Cataluña es una sociedad podrida democráticamente pues es un hecho verificado en los últimos años que la mitad de su población no acepta la democracia constitucional ni el Estado de Derecho, y es probable que esta situación perdurará durante décadas en tanto que este odio visceral tiene raíces jóvenes que han sido adoctrinadas durante sus años de formación, y cuya ceguera a conceptos básicos y elementales como el respeto a la libertad ideológica o política, o la obediencia a las leyes aprobadas democráticamente, no puede tildarse ya involuntaria sino que, en una sociedad sobradamente informada -no siempre bien informada- persiste desde una conciencia voluntariamente radical y maquiavélica.
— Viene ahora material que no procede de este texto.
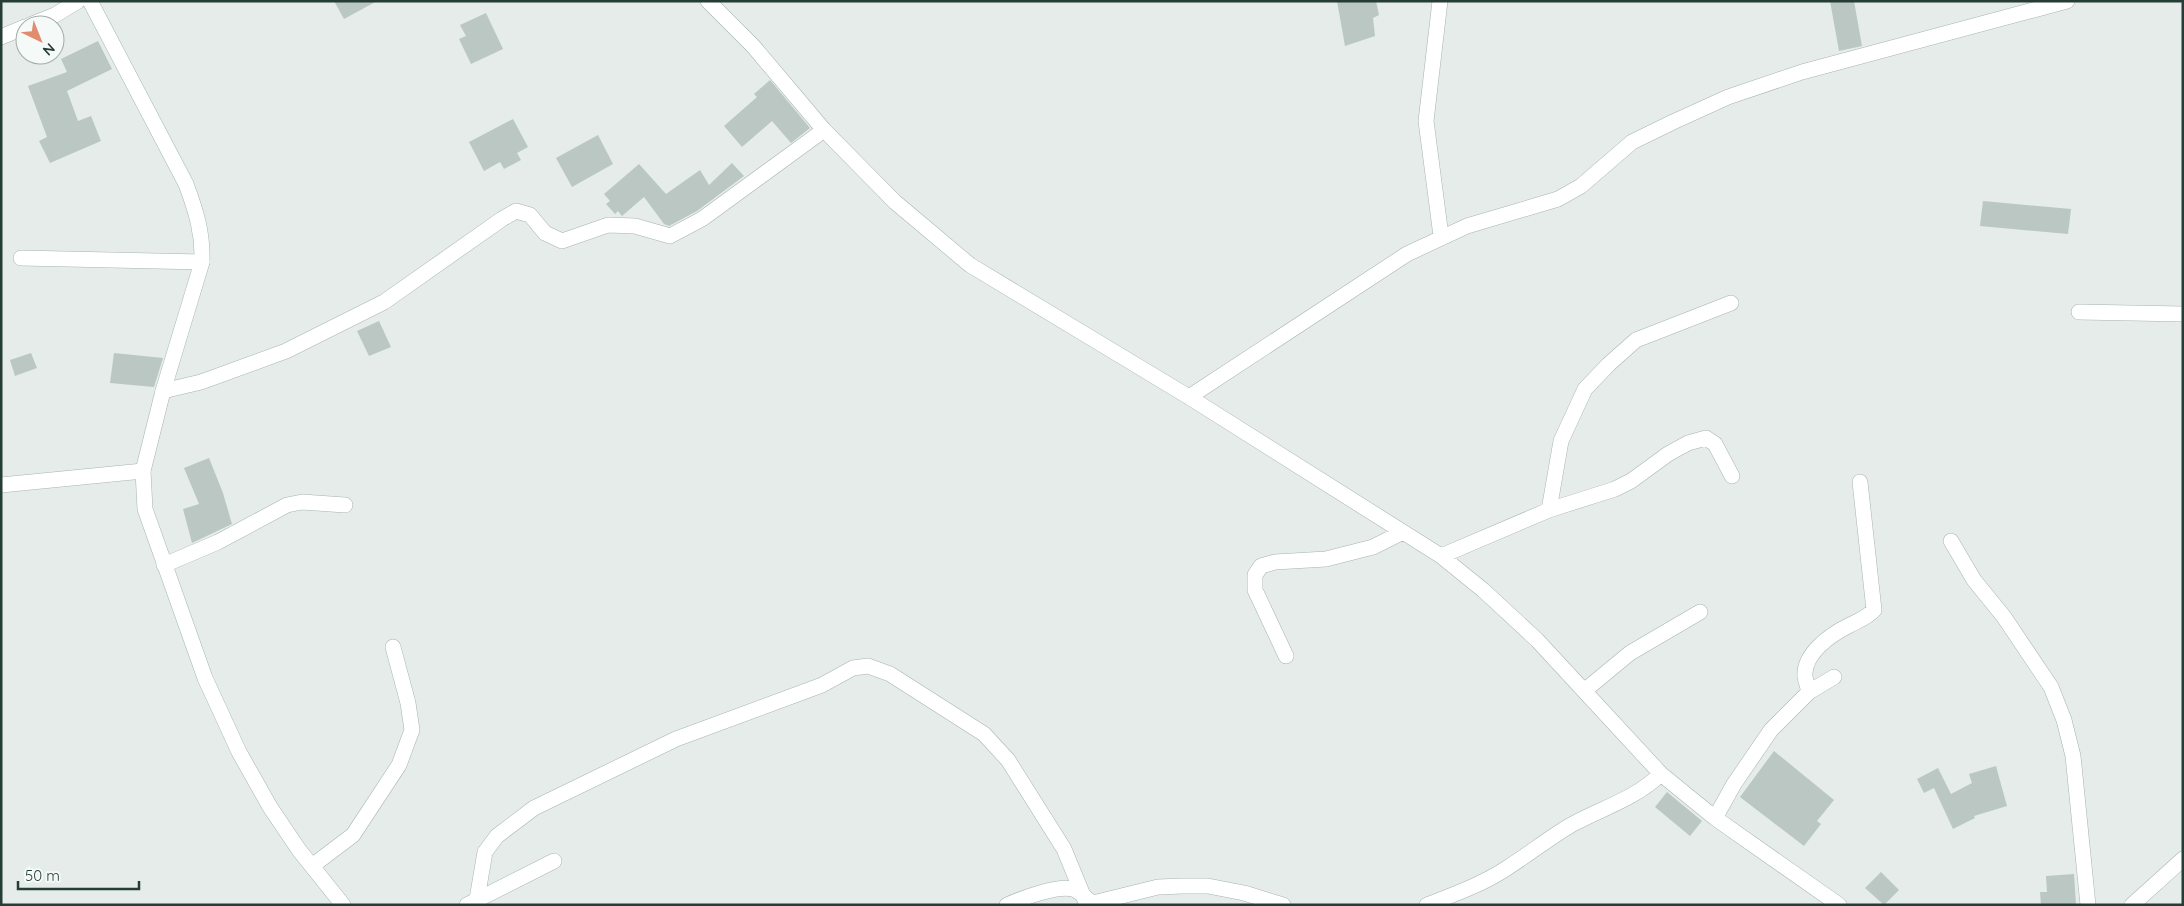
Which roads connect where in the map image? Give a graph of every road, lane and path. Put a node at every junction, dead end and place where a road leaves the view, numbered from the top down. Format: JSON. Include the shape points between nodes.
{"nodes":[{"id":1,"x":78,"y":1,"type":"edge"},
{"id":2,"x":90,"y":1,"type":"edge"},
{"id":3,"x":708,"y":1,"type":"edge"},
{"id":4,"x":1440,"y":1,"type":"edge"},
{"id":5,"x":2067,"y":1,"type":"edge"},
{"id":6,"x":53,"y":15,"type":"edge"},
{"id":7,"x":15,"y":31,"type":"edge"},
{"id":8,"x":1,"y":37,"type":"edge"},
{"id":9,"x":824,"y":130,"type":"junction"},
{"id":10,"x":1441,"y":236,"type":"junction"},
{"id":11,"x":21,"y":258,"type":"dead end"},
{"id":12,"x":202,"y":262,"type":"junction"},
{"id":13,"x":1731,"y":303,"type":"dead end"},
{"id":14,"x":2079,"y":312,"type":"dead end"},
{"id":15,"x":2183,"y":314,"type":"edge"},
{"id":16,"x":163,"y":391,"type":"junction"},
{"id":17,"x":1189,"y":397,"type":"junction"},
{"id":18,"x":143,"y":472,"type":"junction"},
{"id":19,"x":1732,"y":476,"type":"dead end"},
{"id":20,"x":1860,"y":482,"type":"dead end"},
{"id":21,"x":1,"y":485,"type":"edge"},
{"id":22,"x":346,"y":505,"type":"dead end"},
{"id":23,"x":1549,"y":510,"type":"junction"},
{"id":24,"x":1403,"y":532,"type":"junction"},
{"id":25,"x":1951,"y":541,"type":"dead end"},
{"id":26,"x":1441,"y":556,"type":"junction"},
{"id":27,"x":164,"y":565,"type":"junction"},
{"id":28,"x":1700,"y":612,"type":"dead end"},
{"id":29,"x":393,"y":647,"type":"dead end"},
{"id":30,"x":1286,"y":656,"type":"dead end"},
{"id":31,"x":1834,"y":677,"type":"dead end"},
{"id":32,"x":1584,"y":691,"type":"junction"},
{"id":33,"x":1809,"y":692,"type":"junction"},
{"id":34,"x":1661,"y":774,"type":"junction"},
{"id":35,"x":1715,"y":818,"type":"junction"},
{"id":36,"x":2183,"y":859,"type":"edge"},
{"id":37,"x":554,"y":861,"type":"dead end"},
{"id":38,"x":312,"y":866,"type":"junction"},
{"id":39,"x":1086,"y":901,"type":"edge"},
{"id":40,"x":472,"y":902,"type":"edge"},
{"id":41,"x":343,"y":905,"type":"edge"},
{"id":42,"x":1007,"y":905,"type":"edge"},
{"id":43,"x":1283,"y":905,"type":"edge"},
{"id":44,"x":1427,"y":905,"type":"edge"},
{"id":45,"x":1839,"y":905,"type":"edge"},
{"id":46,"x":2088,"y":905,"type":"edge"},
{"id":47,"x":2132,"y":905,"type":"edge"}],
"edges":[{"from":1,"to":6,"type":"street"},
{"from":2,"to":12,"type":"street","via":[[186,184],[198,215],[203,240]]},
{"from":3,"to":9,"type":"street","via":[[754,46]]},
{"from":4,"to":10,"type":"street","via":[[1426,121]]},
{"from":5,"to":10,"type":"street","via":[[1802,72],[1728,97],[1632,142],[1581,186],[1558,199]]},
{"from":7,"to":8,"type":"street"},
{"from":9,"to":16,"type":"street","via":[[702,219],[670,236],[635,226],[608,224],[562,241],[545,232],[530,215],[516,211],[384,302],[286,351],[201,382]]},
{"from":9,"to":17,"type":"street","via":[[895,202],[970,265]]},
{"from":10,"to":17,"type":"street","via":[[1407,254]]},
{"from":11,"to":12,"type":"street"},
{"from":12,"to":16,"type":"street"},
{"from":13,"to":23,"type":"street","via":[[1636,340],[1584,389],[1561,441]]},
{"from":14,"to":15,"type":"street"},
{"from":16,"to":18,"type":"street"},
{"from":17,"to":24,"type":"street"},
{"from":18,"to":21,"type":"street"},
{"from":18,"to":27,"type":"street","via":[[145,508]]},
{"from":19,"to":23,"type":"street","via":[[1715,444],[1706,438],[1668,454],[1615,489]]},
{"from":20,"to":33,"type":"street","via":[[1874,610],[1819,645],[1806,665]]},
{"from":22,"to":27,"type":"street","via":[[286,504],[218,542]]},
{"from":23,"to":26,"type":"street"},
{"from":24,"to":26,"type":"street"},
{"from":24,"to":30,"type":"street","via":[[1373,547],[1326,559],[1261,566],[1254,575],[1255,590]]},
{"from":25,"to":46,"type":"street","via":[[1974,580],[2004,617],[2051,687],[2064,720],[2073,756]]},
{"from":26,"to":32,"type":"street","via":[[1538,640]]},
{"from":27,"to":38,"type":"street","via":[[205,678],[239,752],[270,807]]},
{"from":28,"to":32,"type":"street","via":[[1630,654]]},
{"from":29,"to":38,"type":"street","via":[[412,730],[399,764],[353,835]]},
{"from":31,"to":33,"type":"street"},
{"from":32,"to":34,"type":"street"},
{"from":33,"to":35,"type":"street","via":[[1771,730]]},
{"from":34,"to":35,"type":"street"},
{"from":34,"to":44,"type":"street","via":[[1628,799],[1542,842],[1507,868],[1466,890]]},
{"from":35,"to":45,"type":"street"},
{"from":36,"to":47,"type":"street"},
{"from":37,"to":40,"type":"street"},
{"from":38,"to":41,"type":"street"},
{"from":39,"to":40,"type":"street","via":[[1064,849],[1008,760],[984,734],[890,674],[868,666],[853,668],[822,685],[676,738],[534,808],[497,836],[485,852]]},
{"from":39,"to":42,"type":"street","via":[[1075,889],[1062,889]]},
{"from":39,"to":43,"type":"street","via":[[1093,903],[1158,887],[1208,886]]}]}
El ejemplo más claro y transparente de ello es la realidad de los mal llamados presos políticos, cuyo juicio con todas las garantías democráticas (diría que con una exquisitez, flexibilidad, y paciencia por parte del Tribunal Supremo que ya nos gustaría a los picapleitos en el día a día), fue transmitido en streaming para todo el mundo, y avalado internacionalmente, y cuya excelsa y sobradamente motivada sentencia describe minuciosa y concienzudamente las conductas -hechos- concretas antijurídicas, típicas y punibles de cada uno de los penados. Con la sentencia del “procés” se puede estar de acuerdo o discrepar, pero es absolutamente ridículo y sonrojante mantener que los dirigentes independentistas condenados están presos por sus ideas políticas en vez de por hechos que, además, fueron notorios, televisados, y realizados públicamente sin ambages, desafiando con luz y taquígrafos a las instituciones democráticas del Estado. Y lo triste, decepcionante y sorprendente de todo ello es que dichas posturas radicales e ilegales estén apoyadas por ciudadanos bien formados intelectualmente, sin necesidades vitales apremiantes, y que realmente amparan la violencia como la que se contempló en Vic estos días pasados contra un partido político con gran representación democrática como Vox en el conjunto del Estado, aceptando como legítimo coartar su derecho de expresión y manifestación política, y que al mismo tiempo no hayan sido capaces, a pesar de su formación y de su facilidad en acceder a información verídica y fiable, de aceptar, reconocer, que los verdaderos fascistas son ellos mismos (que sería legítimo intelectualmente, pues “cogitationis poenam nemo patitur”).
Cabría preguntarles uno a uno, y preguntarse, qué hubiera sucedido en este país si lo que han hecho los partidos independentistas en Cataluña y sus seguidores en estos últimos tres años lo hubiera conseguido realizar Vox en el conjunto del Estado, y por qué, en tal caso, no considerarían legítimo dicho suceso cuando ellos mismos legitiman el Procés.